Run the crystal-input-gen script to read a CRYSTAL output file and generate a new input file:

crystal-input-gen <inputfile> -t <type> -w <wavelength> -xcf <functional> -b <basis> -s <shrink> -t1 <tolinteg1> -t2 <tolinteg2>

Command Line Arguments

• inputfile: A CRYSTAL output file to read.
• -t, --type: The type of input file to generate [SP (no argument), chi2 (or SHG), opt].
• -w, --wavelength: The wavelength of the light source (nm).
• -xcf, --functional: The DFT exchange-correlation functional to use (default: wB97X).
• -b, --basis: The basis set to use (default: 6-31Gs).
• -s, --shrink: The SHRINK parameters for the sampling of the irreducible first Brillouin zone (default: 4).
• -t1, --tolinteg1: The three first entries of the TOLINTEG parameter (default: 7).
• -t2, --tolinteg2: The two last entries of the TOLINTEG parameter (default: 18 40).

Available Basis Sets

The following basis sets are supported for all the atoms of the periodic table, since they are used as CRYSTAL23 internal basis sets (see user manual for more details).

internal_basis_sets = ["STO-3G", "STO-6G", "POB-DZVP", "POB-DZVPP", "POB-TZVP", "POB-DZVP-REV2", "POB-TZVP-REV2"]

Additionally, custom basis sets can be specified by providing the name of a basis set available in the basissets directory.

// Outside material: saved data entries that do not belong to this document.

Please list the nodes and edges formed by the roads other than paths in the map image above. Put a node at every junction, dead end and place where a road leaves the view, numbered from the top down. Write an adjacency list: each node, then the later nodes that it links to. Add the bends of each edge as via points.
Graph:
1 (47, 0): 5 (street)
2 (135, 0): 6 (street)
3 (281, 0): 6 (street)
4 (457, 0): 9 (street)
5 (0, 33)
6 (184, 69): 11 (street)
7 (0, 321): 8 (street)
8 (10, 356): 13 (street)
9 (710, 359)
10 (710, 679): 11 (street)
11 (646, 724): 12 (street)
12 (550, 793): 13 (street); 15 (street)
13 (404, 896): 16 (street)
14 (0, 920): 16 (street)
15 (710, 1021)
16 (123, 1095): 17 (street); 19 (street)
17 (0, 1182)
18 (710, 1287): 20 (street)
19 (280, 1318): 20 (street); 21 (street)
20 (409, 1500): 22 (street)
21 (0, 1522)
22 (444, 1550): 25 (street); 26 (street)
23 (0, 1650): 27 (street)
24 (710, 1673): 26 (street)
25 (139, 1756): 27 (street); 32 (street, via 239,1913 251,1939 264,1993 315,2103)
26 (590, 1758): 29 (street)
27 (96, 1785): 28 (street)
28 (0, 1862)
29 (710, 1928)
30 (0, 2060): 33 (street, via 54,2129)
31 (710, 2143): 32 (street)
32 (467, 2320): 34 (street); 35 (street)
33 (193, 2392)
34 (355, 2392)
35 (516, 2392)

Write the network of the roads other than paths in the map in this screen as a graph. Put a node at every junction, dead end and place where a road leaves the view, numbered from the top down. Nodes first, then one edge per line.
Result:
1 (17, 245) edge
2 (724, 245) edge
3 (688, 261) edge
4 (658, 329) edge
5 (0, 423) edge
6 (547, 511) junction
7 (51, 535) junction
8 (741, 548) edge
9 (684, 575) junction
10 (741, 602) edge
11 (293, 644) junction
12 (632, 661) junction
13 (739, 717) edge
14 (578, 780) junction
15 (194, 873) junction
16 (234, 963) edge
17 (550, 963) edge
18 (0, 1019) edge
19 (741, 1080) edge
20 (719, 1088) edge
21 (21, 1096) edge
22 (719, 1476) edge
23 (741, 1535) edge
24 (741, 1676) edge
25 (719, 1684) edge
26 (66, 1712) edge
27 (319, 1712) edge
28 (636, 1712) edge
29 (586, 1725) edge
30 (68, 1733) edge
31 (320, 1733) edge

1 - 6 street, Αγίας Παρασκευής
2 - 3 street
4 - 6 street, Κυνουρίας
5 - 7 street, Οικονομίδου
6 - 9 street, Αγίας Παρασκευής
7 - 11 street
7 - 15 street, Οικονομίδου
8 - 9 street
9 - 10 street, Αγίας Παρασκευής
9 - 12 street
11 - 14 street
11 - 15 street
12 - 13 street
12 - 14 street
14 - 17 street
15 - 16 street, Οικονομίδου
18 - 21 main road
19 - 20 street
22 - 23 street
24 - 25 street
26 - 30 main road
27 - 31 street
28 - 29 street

In the latter, the following basis sets are available

custom_basis_sets = ["6-31G", "6-31G2(2df,p)", "6-31G*", "6-31G**", "6-311G", "6-311G*", "6-311G**", "cc-PVDZ", "cc-PVTZ", "cc-PVQZ", "def2-SVP", "def2-SVPD", "def2-TZVP", "Ahlrichs VDZ", "pVDZ", "VTZ"]

for the following atoms

atoms = ["H", "B", "C", "N", "O", "F", "Al", "Si", "P", "S", "Cl"]

These custom basis sets originate from the Basis Set Exchange platform, and the orbital occupancies were filled according to a Klechkowski (or Madelung) -like fashion.

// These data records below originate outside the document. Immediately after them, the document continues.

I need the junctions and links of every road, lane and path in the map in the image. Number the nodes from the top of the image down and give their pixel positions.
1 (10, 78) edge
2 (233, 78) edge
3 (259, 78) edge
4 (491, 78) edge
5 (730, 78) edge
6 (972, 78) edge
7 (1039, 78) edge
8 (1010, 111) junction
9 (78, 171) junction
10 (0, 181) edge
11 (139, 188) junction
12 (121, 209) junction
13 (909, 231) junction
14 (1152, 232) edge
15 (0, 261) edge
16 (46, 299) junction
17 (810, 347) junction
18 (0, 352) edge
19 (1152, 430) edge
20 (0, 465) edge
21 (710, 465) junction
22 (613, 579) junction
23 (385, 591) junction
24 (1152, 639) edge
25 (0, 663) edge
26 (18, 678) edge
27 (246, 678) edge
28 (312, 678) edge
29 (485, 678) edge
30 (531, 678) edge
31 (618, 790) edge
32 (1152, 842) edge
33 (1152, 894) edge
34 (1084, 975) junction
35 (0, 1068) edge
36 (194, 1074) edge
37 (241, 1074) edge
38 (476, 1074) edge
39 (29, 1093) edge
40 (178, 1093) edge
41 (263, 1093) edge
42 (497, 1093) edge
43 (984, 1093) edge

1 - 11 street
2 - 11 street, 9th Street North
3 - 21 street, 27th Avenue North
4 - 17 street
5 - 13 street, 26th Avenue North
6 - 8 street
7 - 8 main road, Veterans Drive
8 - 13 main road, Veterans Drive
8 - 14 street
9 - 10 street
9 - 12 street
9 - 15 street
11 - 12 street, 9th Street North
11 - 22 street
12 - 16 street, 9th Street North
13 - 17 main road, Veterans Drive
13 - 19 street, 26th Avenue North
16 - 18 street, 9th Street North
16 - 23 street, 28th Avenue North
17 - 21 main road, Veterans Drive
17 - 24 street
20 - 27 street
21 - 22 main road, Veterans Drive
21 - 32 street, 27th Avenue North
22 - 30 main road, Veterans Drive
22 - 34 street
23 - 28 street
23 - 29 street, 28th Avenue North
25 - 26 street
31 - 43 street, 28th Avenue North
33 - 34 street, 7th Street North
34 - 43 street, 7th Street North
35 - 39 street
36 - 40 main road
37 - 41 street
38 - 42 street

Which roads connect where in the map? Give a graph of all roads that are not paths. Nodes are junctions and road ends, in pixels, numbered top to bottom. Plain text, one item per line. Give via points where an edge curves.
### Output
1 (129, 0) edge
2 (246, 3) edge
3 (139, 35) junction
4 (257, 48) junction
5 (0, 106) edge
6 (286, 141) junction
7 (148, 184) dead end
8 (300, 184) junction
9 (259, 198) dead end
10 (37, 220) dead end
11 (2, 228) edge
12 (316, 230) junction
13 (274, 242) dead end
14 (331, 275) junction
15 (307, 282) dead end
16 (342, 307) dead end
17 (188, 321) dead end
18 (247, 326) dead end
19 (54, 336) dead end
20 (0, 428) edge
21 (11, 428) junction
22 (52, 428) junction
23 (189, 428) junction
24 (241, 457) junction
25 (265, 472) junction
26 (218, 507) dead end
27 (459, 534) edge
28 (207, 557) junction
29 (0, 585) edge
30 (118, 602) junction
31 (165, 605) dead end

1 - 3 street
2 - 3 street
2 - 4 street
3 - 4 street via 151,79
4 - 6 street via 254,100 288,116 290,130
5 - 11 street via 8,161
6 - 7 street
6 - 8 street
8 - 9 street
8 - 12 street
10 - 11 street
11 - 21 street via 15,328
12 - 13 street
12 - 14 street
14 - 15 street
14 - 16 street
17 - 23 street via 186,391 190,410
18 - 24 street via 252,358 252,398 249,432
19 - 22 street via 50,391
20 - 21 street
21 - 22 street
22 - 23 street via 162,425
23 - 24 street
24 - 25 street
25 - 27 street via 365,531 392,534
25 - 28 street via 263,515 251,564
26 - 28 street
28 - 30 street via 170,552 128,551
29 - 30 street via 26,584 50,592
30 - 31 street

Note: the current version of the code only allows defining one basis set for all atoms.

Contributing

Contributions are welcome! To contribute:

1. Fork the repository, then clone the fork (see there).
2. Create a feature branch (git checkout -b feature-name).
3. Commit your changes (git commit -m "**Created** new feature").
4. Push to the branch (git push origin feature-name).
5. Open a merge request.

License

This project is licensed under the MIT License - see the LICENSE file for details.

Future development

• Add feature to generate input from xyz files and unit cell parameters.
• Add support for different basis sets for each atom in a single input file.